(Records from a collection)
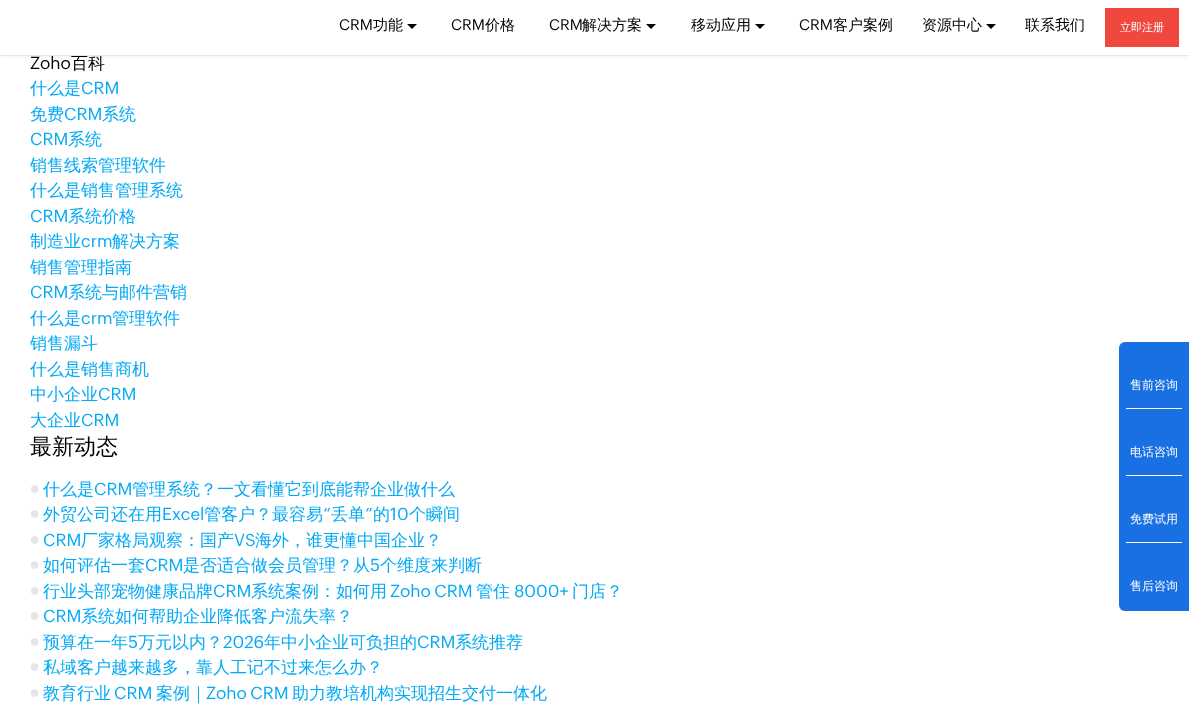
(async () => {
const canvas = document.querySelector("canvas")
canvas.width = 1189
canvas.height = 711
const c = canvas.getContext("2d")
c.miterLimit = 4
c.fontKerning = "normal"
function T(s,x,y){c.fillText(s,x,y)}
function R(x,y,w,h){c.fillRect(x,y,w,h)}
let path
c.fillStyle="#fff"
R(0,0,1189,711)
c.fillStyle="#0000000d"
c.filter="blur(1.5px)"
c.beginPath()
c.rect(0,1,1189,56)
c.fill()
c.filter="none"
c.fillStyle="#fff"
R(0,0,1189,55)
c.font="500 17px WenQuanYi Zen Hei"
c.fillStyle="#000"
T("百科",71,69)
c.fillStyle="#e6e6e6"
R(0,55,1189,1)
c.font="15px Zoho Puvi"
c.fillStyle="#000"
T("CRM",339,30)
c.font="500 15px WenQuanYi Zen Hei"
T("功能",373,30)
path = new Path2D("M407 24h10l-5 5z")
c.fill(path)
c.font="15px Zoho Puvi"
T("CRM",451,30)
c.font="500 15px WenQuanYi Zen Hei"
T("价格",485,30)
c.font="15px Zoho Puvi"
T("CRM",549,30)
c.font="500 15px WenQuanYi Zen Hei"
T("解决方案",582,30)
path = new Path2D("M646 24h10l-5 5z")
c.fill(path)
T("移动应用",691,30)
path = new Path2D("M755 24h10l-5 5z")
c.fill(path)
c.font="15px Zoho Puvi"
T("CRM",799,30)
c.font="500 15px WenQuanYi Zen Hei"
T("客户案例",833,30)
T("资源中心",922,30)
path = new Path2D("M986 24h10l-5 5z")
c.fill(path)
T("联系我们",1025,30)
c.fillStyle="#f0483e"
R(1105,8,74,39)
c.font="500 11px WenQuanYi Zen Hei"
c.fillStyle="#fff"
T("立即注册",1120,31)
c.font="17px Zoho Puvi"
c.fillStyle="#000"
T("Zoho",30,69)
c.font="500 17px WenQuanYi Zen Hei"
c.fillStyle="#03a9f5"
T("什么是",30,94)
c.font="17px Zoho Puvi"
T("CRM",81,94)
c.font="500 17px WenQuanYi Zen Hei"
T("免费",30,120)
c.font="17px Zoho Puvi"
T("CRM",64,120)
c.font="500 17px WenQuanYi Zen Hei"
T("系统",102,120)
c.font="17px Zoho Puvi"
T("CRM",30,145)
c.font="500 17px WenQuanYi Zen Hei"
T("系统",68,145)
T("销售线索管理软件",30,171)
T("什么是销售管理系统",30,196)
c.font="17px Zoho Puvi"
T("CRM",30,222)
c.font="500 17px WenQuanYi Zen Hei"
T("系统价格",68,222)
T("制造业",30,247)
c.font="17px Zoho Puvi"
T("crm",81,247)
c.font="500 17px WenQuanYi Zen Hei"
T("解决方案",112,247)
T("销售管理指南",30,273)
c.font="17px Zoho Puvi"
T("CRM",30,298)
c.font="500 17px WenQuanYi Zen Hei"
T("系统与邮件营销",68,298)
T("什么是",30,324)
c.font="17px Zoho Puvi"
T("crm",81,324)
c.font="500 17px WenQuanYi Zen Hei"
T("管理软件",112,324)
T("销售漏斗",30,349)
T("什么是销售商机",30,375)
T("中小企业",30,400)
c.font="17px Zoho Puvi"
T("CRM",98,400)
c.font="500 17px WenQuanYi Zen Hei"
T("大企业",30,426)
c.font="17px Zoho Puvi"
T("CRM",81,426)
c.font="500 22px WenQuanYi Zen Hei"
c.fillStyle="#000"
T("最新动态",30,454)
c.font="17px Zoho Puvi"
c.fillStyle="#e5e5e5"
T("●",30,495)
c.font="500 17px WenQuanYi Zen Hei"
c.fillStyle="#03a9f5"
T("什么是",43,495)
c.font="17px Zoho Puvi"
T("CRM",94,495)
c.font="500 17px WenQuanYi Zen Hei"
T("管理系统？一文看懂它到底能帮企业做什么",132,495)
c.font="17px Zoho Puvi"
c.fillStyle="#e5e5e5"
T("●",30,520)
c.font="500 17px WenQuanYi Zen Hei"
c.fillStyle="#03a9f5"
T("外贸公司还在用",43,520)
c.font="17px Zoho Puvi"
T("Excel",162,520)
c.font="500 17px WenQuanYi Zen Hei"
T("管客户？最容易",204,520)
c.font="17px Zoho Puvi"
T("“",323,520)
c.font="500 17px WenQuanYi Zen Hei"
T("丢单",331,520)
c.font="17px Zoho Puvi"
T("”",365,520)
c.font="500 17px WenQuanYi Zen Hei"
T("的",373,520)
c.font="17px Zoho Puvi"
T("10",390,520)
c.font="500 17px WenQuanYi Zen Hei"
T("个瞬间",409,520)
c.font="17px Zoho Puvi"
c.fillStyle="#e5e5e5"
T("●",30,546)
c.fillStyle="#03a9f5"
T("CRM",43,546)
c.font="500 17px WenQuanYi Zen Hei"
T("厂家格局观察：国产",81,546)
c.font="17px Zoho Puvi"
T("VS",234,546)
c.font="500 17px WenQuanYi Zen Hei"
T("海外，谁更懂中国企业？",255,546)
c.font="17px Zoho Puvi"
c.fillStyle="#e5e5e5"
T("●",30,571)
c.font="500 17px WenQuanYi Zen Hei"
c.fillStyle="#03a9f5"
T("如何评估一套",43,571)
c.font="17px Zoho Puvi"
T("CRM",145,571)
c.font="500 17px WenQuanYi Zen Hei"
T("是否适合做会员管理？从",183,571)
c.font="17px Zoho Puvi"
T("5",370,571)
c.font="500 17px WenQuanYi Zen Hei"
T("个维度来判断",380,571)
c.font="17px Zoho Puvi"
c.fillStyle="#e5e5e5"
T("●",30,597)
c.font="500 17px WenQuanYi Zen Hei"
c.fillStyle="#03a9f5"
T("行业头部宠物健康品牌",43,597)
c.font="17px Zoho Puvi"
T("CRM",213,597)
c.font="500 17px WenQuanYi Zen Hei"
T("系统案例：如何用",251,597)
c.font="17px Zoho Puvi"
T("Zoho CRM",390,597)
c.font="500 17px WenQuanYi Zen Hei"
T("管住",476,597)
c.font="17px Zoho Puvi"
T("8000+",514,597)
c.font="500 17px WenQuanYi Zen Hei"
T("门店？",572,597)
c.font="17px Zoho Puvi"
c.fillStyle="#e5e5e5"
T("●",30,622)
c.fillStyle="#03a9f5"
T("CRM",43,622)
c.font="500 17px WenQuanYi Zen Hei"
T("系统如何帮助企业降低客户流失率？",81,622)
c.font="17px Zoho Puvi"
c.fillStyle="#e5e5e5"
T("●",30,648)
c.font="500 17px WenQuanYi Zen Hei"
c.fillStyle="#03a9f5"
T("预算在一年",43,648)
c.font="17px Zoho Puvi"
T("5",128,648)
c.font="500 17px WenQuanYi Zen Hei"
T("万元以内？",138,648)
c.font="17px Zoho Puvi"
T("2026",223,648)
c.font="500 17px WenQuanYi Zen Hei"
T("年中小企业可负担的",264,648)
c.font="17px Zoho Puvi"
T("CRM",417,648)
c.font="500 17px WenQuanYi Zen Hei"
T("系统推荐",455,648)
c.font="17px Zoho Puvi"
c.fillStyle="#e5e5e5"
T("●",30,673)
c.font="500 17px WenQuanYi Zen Hei"
c.fillStyle="#03a9f5"
T("私域客户越来越多，靠人工记不过来怎么办？",43,673)
c.font="17px Zoho Puvi"
c.fillStyle="#e5e5e5"
T("●",30,699)
c.font="500 17px WenQuanYi Zen Hei"
c.fillStyle="#03a9f5"
T("教育行业",43,699)
c.font="17px Zoho Puvi"
T("CRM",114,699)
c.font="500 17px WenQuanYi Zen Hei"
T("案例｜",156,699)
c.font="17px Zoho Puvi"
T("Zoho CRM",206,699)
c.font="500 17px WenQuanYi Zen Hei"
T("助力教培机构实现招生交付一体化",292,699)
c.fillStyle="#1970e3"
c.beginPath()
c.roundRect(1119,342,70,269,[6,0,0,6])
c.fill()
c.font="500 12px WenQuanYi Zen Hei"
c.fillStyle="#fff"
T("售前咨询",1130,389)
R(1126,408,56,1)
T("电话咨询",1130,456)
R(1126,475,56,1)
T("免费试用",1130,523)
R(1126,542,56,1)
T("售后咨询",1130,590)
})()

Description of the task: Your answer should consist of copies of the lines above that include the string "canvas".

Result of the exercise:
const canvas = document.querySelector("canvas")
canvas.width = 1189
canvas.height = 711
const c = canvas.getContext("2d")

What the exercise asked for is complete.